* [YOUR INSTRUCTIONS]:
Return only those lines of the material that contain "hand".

* [GIVEN INFORMATION]:
════════════════

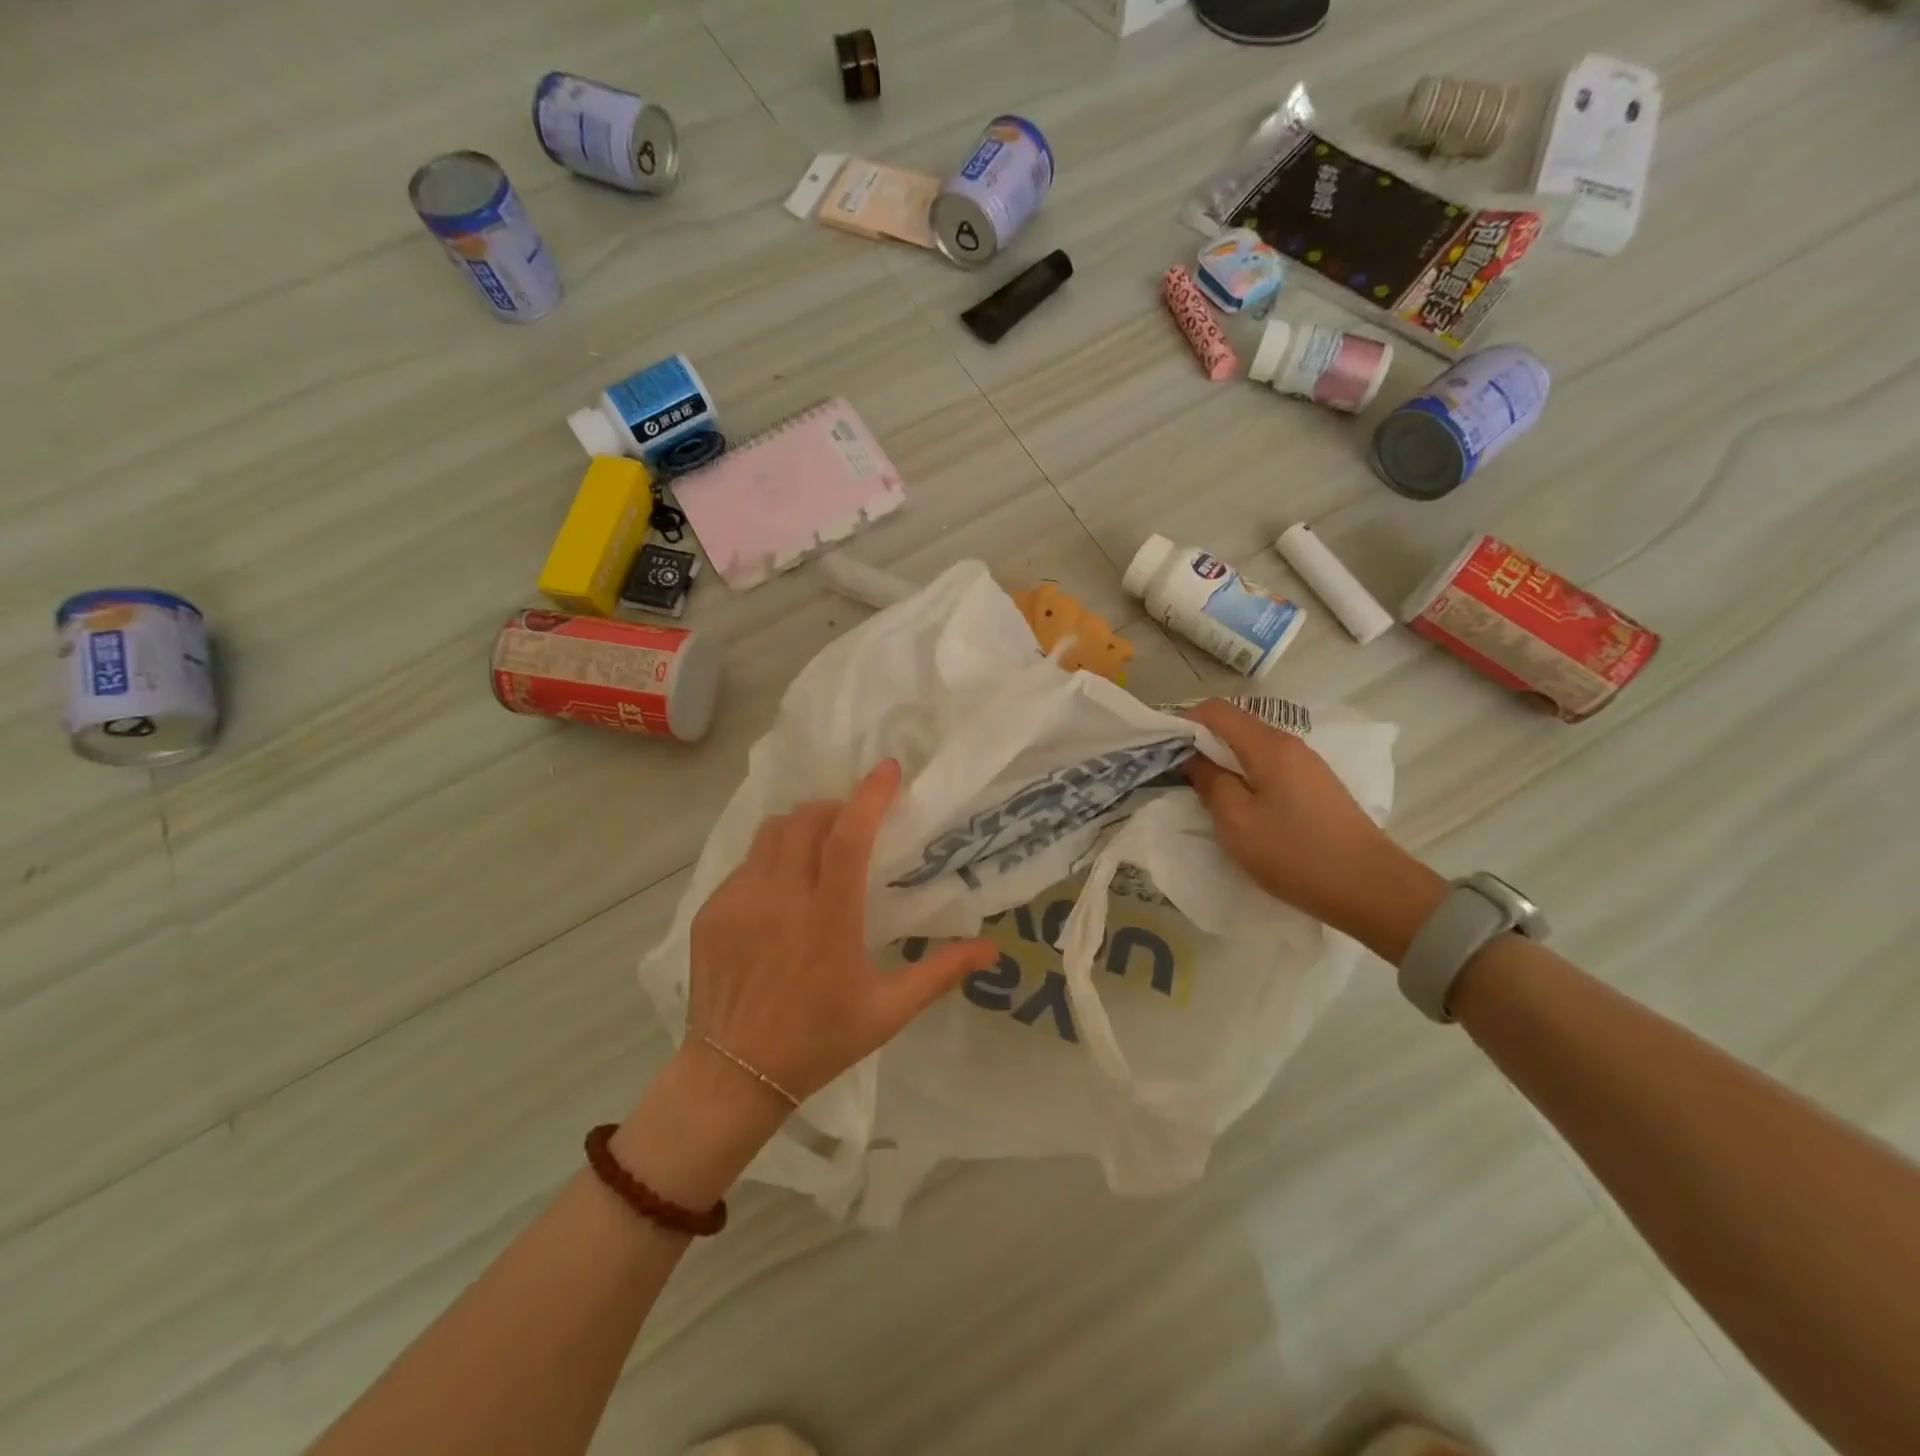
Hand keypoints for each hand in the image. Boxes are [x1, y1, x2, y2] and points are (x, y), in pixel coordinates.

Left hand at [684, 759, 997, 1108]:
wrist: (733, 1076)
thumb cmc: (819, 1040)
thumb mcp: (888, 1011)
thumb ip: (940, 973)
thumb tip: (993, 950)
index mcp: (828, 919)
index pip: (848, 837)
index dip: (870, 796)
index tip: (888, 770)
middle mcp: (780, 899)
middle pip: (806, 820)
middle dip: (835, 809)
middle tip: (855, 825)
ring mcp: (738, 901)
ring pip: (771, 833)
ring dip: (801, 828)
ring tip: (818, 851)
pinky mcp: (712, 911)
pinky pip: (745, 864)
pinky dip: (771, 860)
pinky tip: (781, 895)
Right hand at [1182, 699, 1444, 958]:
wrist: (1371, 889)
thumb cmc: (1295, 853)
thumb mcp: (1237, 822)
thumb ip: (1210, 783)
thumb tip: (1195, 759)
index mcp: (1268, 745)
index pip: (1216, 710)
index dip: (1183, 721)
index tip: (1162, 749)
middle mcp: (1290, 745)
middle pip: (1235, 726)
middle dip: (1201, 744)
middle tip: (1176, 774)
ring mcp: (1307, 765)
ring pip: (1252, 749)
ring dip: (1224, 763)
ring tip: (1203, 793)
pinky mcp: (1316, 787)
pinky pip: (1269, 768)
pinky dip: (1246, 777)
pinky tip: (1239, 806)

════════════════

* [COMPLETED EXERCISE]:
Hand keypoints for each hand in the image. Boxes are [x1, y1, x2, y2] and points are (x, y), in pixel coordinates.
Left hand at [684, 759, 997, 1108]:
Right hand at [1182, 699, 1444, 958]:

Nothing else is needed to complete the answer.